• Exercise goal
The finished copy should hold every entry exactly as given, and no pictures.
++++ Records shown
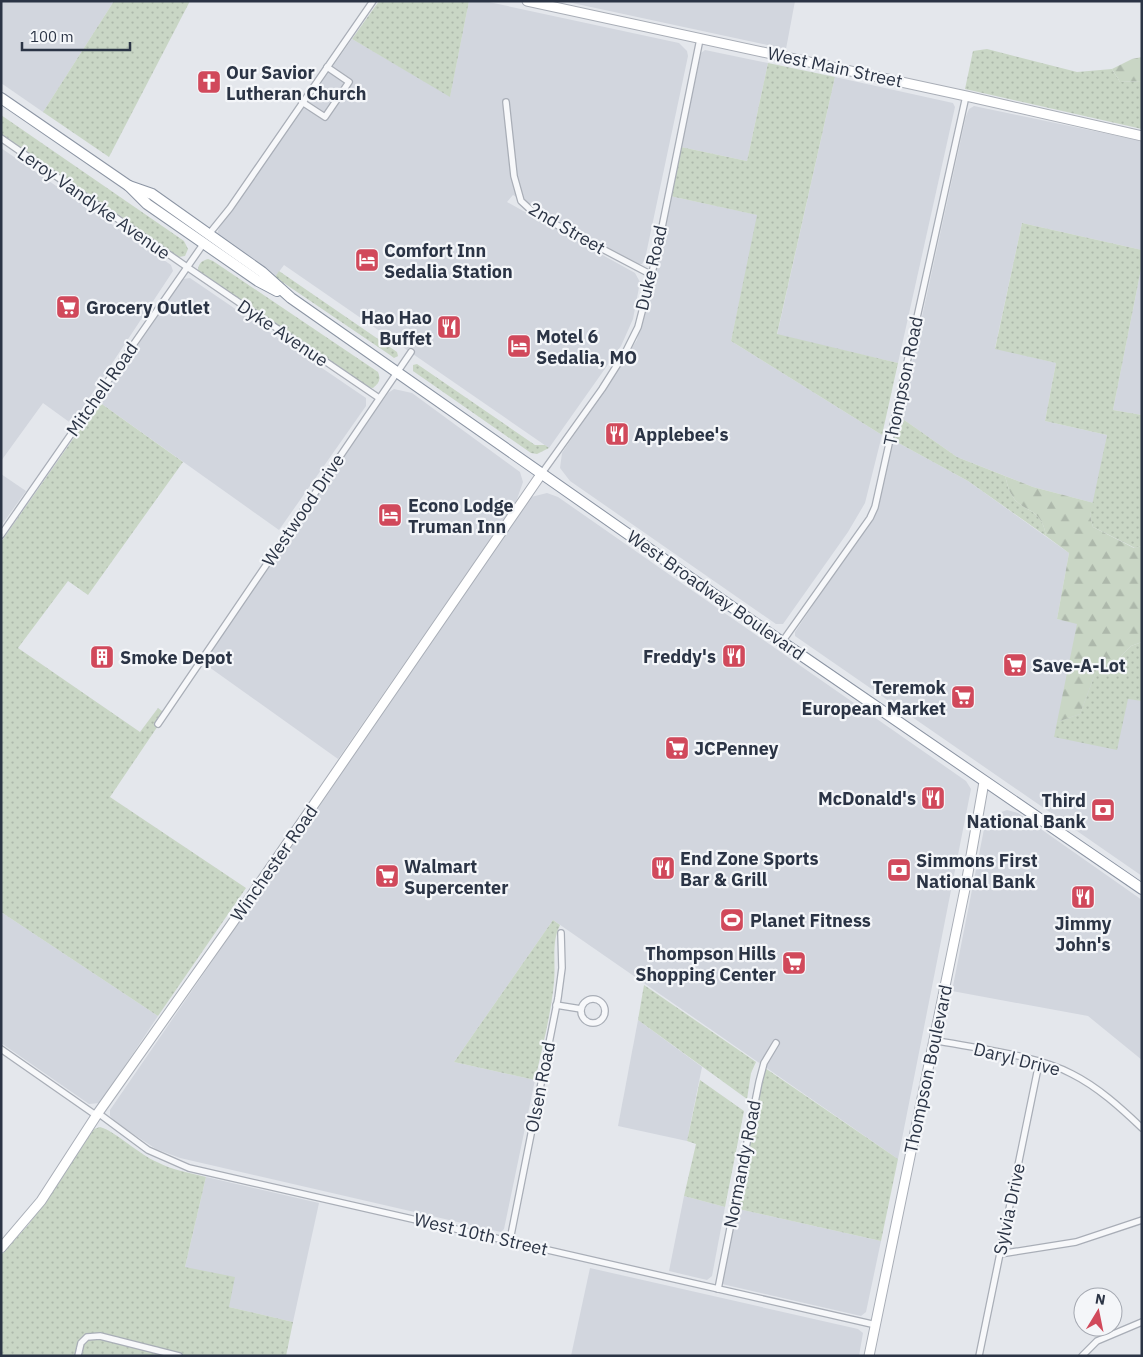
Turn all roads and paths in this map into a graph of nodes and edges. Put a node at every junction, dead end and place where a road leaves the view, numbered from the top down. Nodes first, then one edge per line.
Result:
1 (373, 1) edge
2 (527, 1) edge
3 (700, 39) junction
4 (327, 66) junction
5 (966, 96) junction
6 (1, 98) edge
7 (302, 102) junction
8 (506, 102) dead end
9 (1142, 136) edge
10 (1, 138) edge
11 (206, 239) junction
12 (186, 268) junction
13 (650, 274) junction
14 (411, 352) dead end
15 (397, 372) junction
16 (379, 398) junction
17 (542, 473) junction
18 (1, 535) edge
19 (782, 642) junction
20 (158, 724) dead end
21 (984, 782) junction
22 (1142, 889) edge
23 (562, 933) dead end
24 (556, 1005) junction
25 (581, 1009) junction
26 (933, 1040) junction
27 (776, 1043) dead end
28 (1, 1049) edge
29 (1040, 1062) junction
30 (97, 1114) junction
31 (1142, 1128) edge
32 (1142, 1220) edge
33 (510, 1240) junction
34 (1, 1248) edge
35 (1000, 1254) junction
36 (718, 1289) junction
37 (1142, 1322) edge
38 (876, 1325) junction
39 (78, 1356) edge
40 (180, 1356) edge
41 (870, 1356) edge
42 (980, 1356) edge
43 (1082, 1356) edge

1 - 4 street, Mitchell Road
2 - 3 main road, West Main Street
3 - 5 main road, West Main Street
3 - 13 street, Duke Road
4 - 7 street, Mitchell Road
4 - 7 street
5 - 9 main road, West Main Street
5 - 19 street, Thompson Road
6 - 11 highway, West Broadway Boulevard
7 - 11 street, Mitchell Road
8 - 13 street, 2nd Street
10 - 12 street, Leroy Vandyke Avenue
11 - 12 street, Mitchell Road
11 - 15 highway, West Broadway Boulevard
12 - 16 street, Dyke Avenue
12 - 18 street, Mitchell Road
13 - 17 street, Duke Road
14 - 15 street, Westwood Drive
15 - 16 street, Westwood Drive
15 - 17 highway, West Broadway Boulevard
16 - 20 street, Westwood Drive
17 - 19 highway, West Broadway Boulevard
17 - 30 main road, Winchester Road
19 - 21 highway, West Broadway Boulevard
21 - 22 highway, West Broadway Boulevard
21 - 26 main road, Thompson Boulevard
23 - 24 street, Olsen Road
24 - 25 street
24 - 33 street, Olsen Road
25 - 25 street
26 - 29 street, Daryl Drive
26 - 38 main road, Thompson Boulevard
27 - 36 street, Normandy Road
28 - 30 street, West 10th Street
29 - 31 street, Daryl Drive
29 - 35 street, Sylvia Drive
30 - 33 street, West 10th Street
30 - 34 main road, Winchester Road
32 - 35 street
33 - 36 street, West 10th Street
35 - 42 street, Sylvia Drive
36 - 38 street, West 10th Street
37 - 43 street
38 - 41 main road, Thompson Boulevard
39 - 40 street

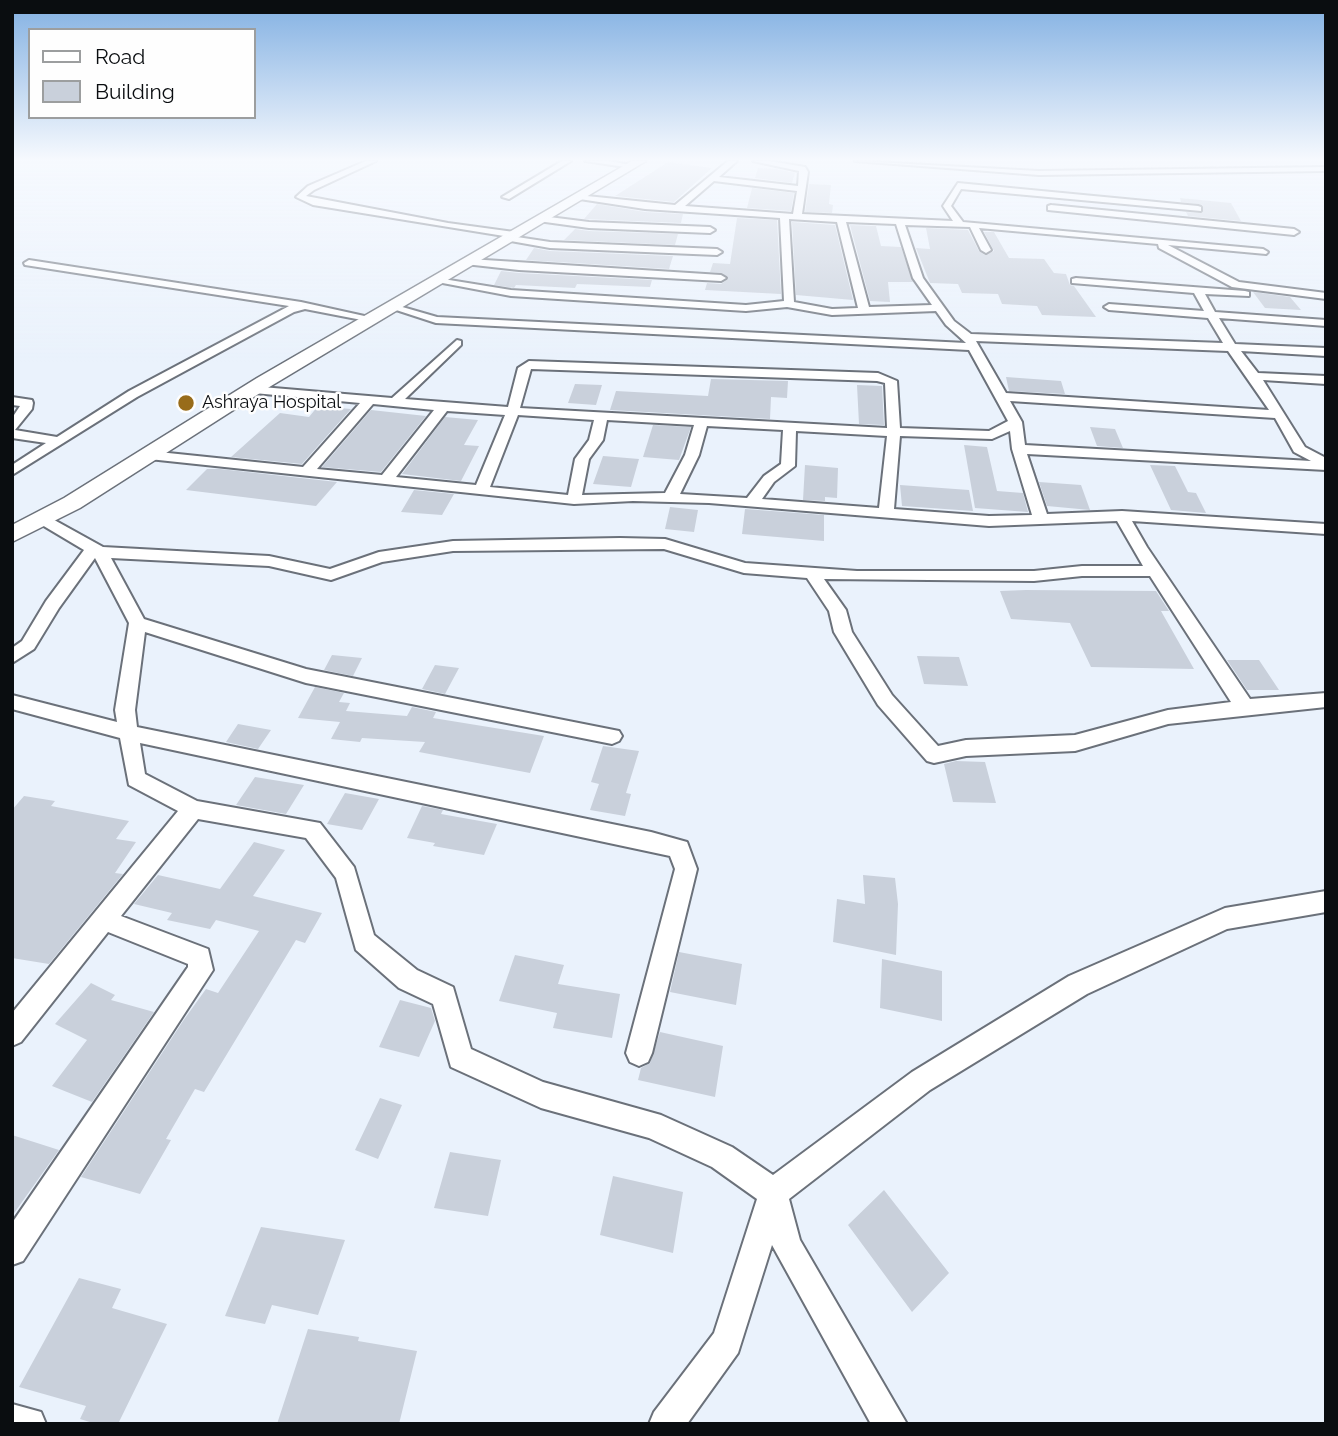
++++++++
• Finished exercise
Turn all roads and paths in this map into a graph of nodes and edges. Put a node at every junction, dead end and place where a road leaves the view, numbered from the top down. Nodes first, then one edge per line.
Result:
1 (373, 1) edge
2 (527, 1) edge
3 (700, 39) junction
4 (327, 66) junction
5 (966, 96) junction
6 (1, 98) edge
7 (302, 102) junction
8 (506, 102) dead end
9 (1142, 136) edge
10 (1, 138) edge
11 (206, 239) junction
12 (186, 268) junction
13 (650, 274) junction
14 (411, 352) dead end
15 (397, 372) junction
16 (379, 398) junction
17 (542, 473) junction
18 (1, 535) edge
19 (782, 642) junction
20 (158, 724) dead end
21 (984, 782) junction
22 (1142, 889) edge
23 (562, 933) dead end
24 (556, 1005) junction
25 (581, 1009) junction
26 (933, 1040) junction
27 (776, 1043) dead end
28 (1, 1049) edge
29 (1040, 1062) junction
30 (97, 1114) junction
31 (1142, 1128) edge
32 (1142, 1220) edge
33 (510, 1240) junction
34 (1, 1248) edge
35 (1000, 1254) junction
36 (718, 1289) junction
37 (1142, 1322) edge
38 (876, 1325) junction
39 (78, 1356) edge
40 (180, 1356) edge
41 (870, 1356) edge
42 (980, 1356) edge
43 (1082, 1356) edge

1 - 4 street, Mitchell Road
2 - 3 main road, West Main Street
3 - 5 main road, West Main Street
3 - 13 street, Duke Road
4 - 7 street, Mitchell Road
4 - 7 street
5 - 9 main road, West Main Street
5 - 19 street, Thompson Road
6 - 11 highway, West Broadway Boulevard
7 - 11 street, Mitchell Road
8 - 13 street, 2nd Street
10 - 12 street, Leroy Vandyke Avenue
11 - 12 street, Mitchell Road
11 - 15 highway, West Broadway Boulevard
12 - 16 street, Dyke Avenue
12 - 18 street, Mitchell Road
13 - 17 street, Duke Road
14 - 15 street, Westwood Drive
15 - 16 street, Westwood Drive
15 - 17 highway, West Broadway Boulevard
16 - 20 street, Westwood Drive
17 - 19 highway, West Broadway Boulevard
17 - 30 main road, Winchester Road
19 - 21 highway, West Broadway Boulevard
21 - 22 highway, West Broadway Boulevard
21 - 26 main road, Thompson Boulevard
23 - 24 street, Olsen Road
24 - 25 street
24 - 33 street, Olsen Road
25 - 25 street
26 - 29 street, Daryl Drive
26 - 38 main road, Thompson Boulevard
27 - 36 street, Normandy Road
28 - 30 street, West 10th Street
29 - 31 street, Daryl Drive
29 - 35 street, Sylvia Drive
30 - 33 street, West 10th Street
30 - 34 main road, Winchester Road
32 - 35 street
33 - 36 street, West 10th Street
35 - 42 street, Sylvia Drive
36 - 38 street, West 10th Street
37 - 43 street
38 - 41 main road, Thompson Boulevard
39 - 40 street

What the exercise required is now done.